• [ASSIGNMENT] Check each line of the records below and collect those holding "main".

Dataset entries
=== Section Start ===

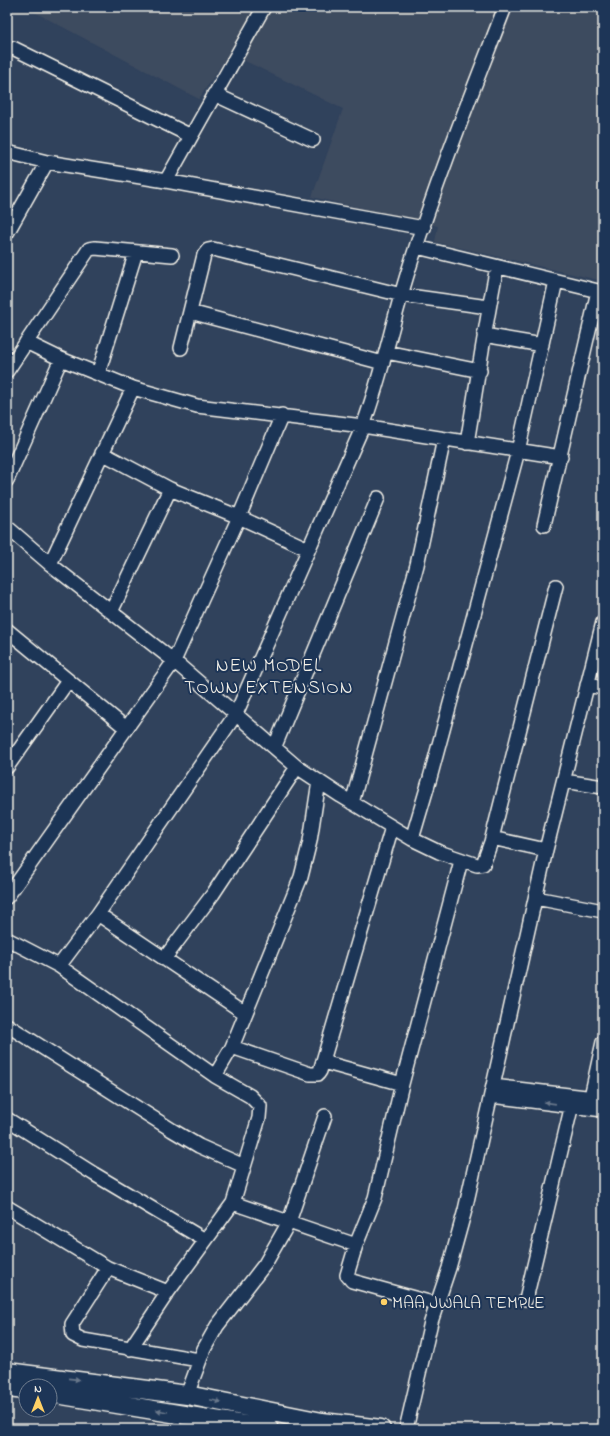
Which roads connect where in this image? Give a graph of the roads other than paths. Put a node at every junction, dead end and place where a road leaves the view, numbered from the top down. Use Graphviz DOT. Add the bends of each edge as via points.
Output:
graph roads {
  1 [pos="264,7"];
  2 [pos="505,7"];
  3 [pos="7,49"];
  4 [pos="214,94"];
  5 [pos="191,136"];
  6 [pos="313,140"];
  7 [pos="7,152"];
  8 [pos="47,162"];
  9 [pos="166,181"];
  10 [pos="424,228"];
  11 [pos="7,233"];
  12 [pos="417,247"];
  13 [pos="136,252"];
  14 [pos="172,255"];
  15 [pos="497,267"];
  16 [pos="556,281"];
  17 [pos="402,295"];
  18 [pos="488,307"];
  19 [pos="190,312"];
  20 [pos="484,335"];
  21 [pos="26,342"];
  22 [pos="542,345"];
  23 [pos="181,348"];
  24 [pos="385,357"];
  25 [pos="61,360"];
  26 [pos="480,370"];
  27 [pos="7,371"];
  28 [pos="98,374"];
  29 [pos="133,388"];
  30 [pos="282,415"];
  31 [pos="363,426"];
  32 [pos="444,439"];
  33 [pos="467,443"];
  34 [pos="518,451"];
  35 [pos="102,453"];
  36 [pos="561,457"];
  37 [pos="7,480"];
  38 [pos="170,488"];
  39 [pos="378,498"];
  40 [pos="239,517"];
  41 [pos="544,525"];
  42 [pos="7,527"];
  43 [pos="308,548"];
  44 [pos="50,564"];
  45 [pos="556,586"];
  46 [pos="110,612"];
  47 [pos="603,622"];
  48 [pos="9,635"];
  49 [pos="174,661"];
  50 [pos="68,681"];
  51 [pos="587,685"];
  52 [pos="603,688"];
  53 [pos="236,714"];
  54 [pos="126,728"];
  55 [pos="275,746"];
  56 [pos="297,766"];
  57 [pos="7,767"];
  58 [pos="319,781"];
  59 [pos="564,781"];
  60 [pos="603,787"];
  61 [pos="352,803"];
  62 [pos="392,827"];
  63 [pos="412,839"];
  64 [pos="491,842"];
  65 [pos="546,850"];
  66 [pos="461,861"];
  67 [pos="8,895"];
  68 [pos="536,898"];
  69 [pos="603,911"];
  70 [pos="98,914"];
  71 [pos="7,939"];
  72 [pos="164,959"];
  73 [pos="59,966"];
  74 [pos="245,1013"];
  75 [pos="7,1025"];
  76 [pos="603,1042"];
  77 [pos="232,1047"];
  78 [pos="323,1062"];
  79 [pos="215,1076"];
  80 [pos="402,1084"];
  81 [pos="492,1091"];
  82 [pos="573,1101"];
  83 [pos="594,1102"];
  84 [pos="603,1110"];
  85 [pos="325,1116"];
  86 [pos="7,1119"];
  87 [pos="244,1166"];
  88 [pos="233,1203"];
  89 [pos="7,1207"];
  90 [pos="290,1222"];
  91 [pos="205,1240"];
  92 [pos="356,1245"];
  93 [pos="108,1268"];
  94 [pos="168,1292"];
  95 [pos="526,1299"];
  96 [pos="436,1304"];
  97 [pos="130,1349"];
  98 [pos="199,1360"];
  99 [pos="7,1372"];
  100 [pos="7,1388"];
  101 [pos="18,1389"];
  102 [pos="58,1394"];
  103 [pos="187,1395"];
  104 [pos="269,1429"];
  105 [pos="380,1429"];
  106 [pos="406,1429"];
  1 -- 4 [label="street"];
  2 -- 10 [label="street" via="442,169"];
  3 -- 5 [label="street" via="13,48"];
  4 -- 5 [label="street"];
  4 -- 6 [label="street"];
  5 -- 9 [label="street"];
  7 -- 8 [label="street"];
  8 -- 9 [label="street"];
  8 -- 11 [label="street"];
  9 -- 10 [label="street"];
  10 -- 12 [label="street"];
  12 -- 15 [label="street"];
  12 -- 17 [label="street"];
  13 -- 14 [label="street"];
  13 -- 21 [label="street" via="89,249"];
  13 -- 28 [label="street"];
  15 -- 16 [label="street"];
  15 -- 18 [label="street"];
  16 -- 22 [label="street"];
  16 -- 36 [label="street" via="598,291"];
  17 -- 18 [label="street"];
  17 -- 19 [label="street" via="213,249 204,255"];
  17 -- 24 [label="street"];
  18 -- 20 [label="street"];
  19 -- 23 [label="street"];
  19 -- 24 [label="street"];
  20 -- 22 [label="street"];
  20 -- 26 [label="street"];
  21 -- 25 [label="street"];
  21 -- 27 [label="street"];
  22 -- 34 [label="street"];
  24 -- 26 [label="street"];
  24 -- 31 [label="street"];
  25 -- 28 [label="street"];
  25 -- 37 [label="street"];
  26 -- 33 [label="street"];
  28 -- 29 [label="street"];
  29 -- 30 [label="street" via="197,406"];
  29 -- 35 [label="street"];
  30 -- 31 [label="street"];
  30 -- 40 [label="street"];
  31 -- 32 [label="street"];
  31 -- 43 [label="street"];
  32 -- 33 [label="street"];
  32 -- 61 [label="street" via="417,566"];
  33 -- 34 [label="street"];
  34 -- 36 [label="street"];
  34 -- 63 [label="street"];
  35 -- 38 [label="street"];
  35 -- 44 [label="street"];
  36 -- 41 [label="street"];
  38 -- 40 [label="street"];
  38 -- 46 [label="street"];
  39 -- 55 [label="street"];
  40 -- 43 [label="street"];
  40 -- 49 [label="street"];
  42 -- 44 [label="street"];
  43 -- 53 [label="street"];
  44 -- 46 [label="street"];
  45 -- 64 [label="street"];
  46 -- 49 [label="street"];
  47 -- 51 [label="street"];
  48 -- 50 [label="street"];
  49 -- 53 [label="street"];
  49 -- 54 [label="street"];
  50 -- 54 [label="street"];
  50 -- 57 [label="street"];
  51 -- 52 [label="street"];
  51 -- 59 [label="street"];
  53 -- 55 [label="street"];
  53 -- 70 [label="street"];
  54 -- 67 [label="street" via="75,804"];
  55 -- 56 [label="street"];
  56 -- 58 [label="street"];
  56 -- 72 [label="street" via="213,894"];
  58 -- 61 [label="street"];
  58 -- 74 [label="street" via="310,841 301,877"];
  59 -- 60 [label="street"];
  59 -- 65 [label="street"];
  61 -- 62 [label="street"];
  62 -- 63 [label="street"];
  62 -- 78 [label="street"];
  63 -- 66 [label="street"];
  64 -- 65 [label="street" via="496,839"];
  64 -- 66 [label="street" via="484,862 480,865"];
  65 -- 68 [label="street"];
  66 -- 80 [label="street"];
  68 -- 69 [label="street"];
  68 -- 81 [label="street"];
  70 -- 72 [label="street"];
  70 -- 73 [label="street"];
  71 -- 73 [label="street"];
  72 -- 74 [label="street"];
  73 -- 79 [label="street"];
  74 -- 77 [label="street"];
  75 -- 87 [label="street" via="172,1130 199,1146"];
  76 -- 83 [label="street"];
  77 -- 78 [label="street" via="310,1074 318,1074"];
  77 -- 79 [label="street"];
  78 -- 80 [label="street"];
  79 -- 87 [label="street" via="250,1096 260,1106 259,1118"];
  80 -- 92 [label="street" via="375,1198"];
  81 -- 82 [label="street"];
  81 -- 96 [label="street" via="463,1218"];
  82 -- 83 [label="street"];
  82 -- 95 [label="street"];
  83 -- 84 [label="street"];
  85 -- 90 [label="street"];
  86 -- 91 [label="street"];
  87 -- 88 [label="street"];
  88 -- 90 [label="street"];
  88 -- 91 [label="street"];
  89 -- 93 [label="street"];
  90 -- 92 [label="street"];
  90 -- 98 [label="street" via="264,1264 217,1326"];
  91 -- 94 [label="street"];
  92 -- 96 [label="street" via="347,1273 350,1280"];
  93 -- 94 [label="street"];
  93 -- 97 [label="street" via="72,1324 73,1335 83,1340"];
  94 -- 97 [label="street"];
  96 -- 106 [label="street"];
  97 -- 98 [label="street"];
  98 -- 103 [label="street"];
  99 -- 103 [label="main road, one-way"];
  100 -- 101 [label="main road"];
  104 -- 102 [label="main road, one-way"];
  103 -- 105 [label="main road, one-way" via="315,1421"];
}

=== Section End ===

• [PROBLEM SOLUTION]
  99 -- 103 [label="main road, one-way"];
  100 -- 101 [label="main road"];
  104 -- 102 [label="main road, one-way"];
  103 -- 105 [label="main road, one-way" via="315,1421"];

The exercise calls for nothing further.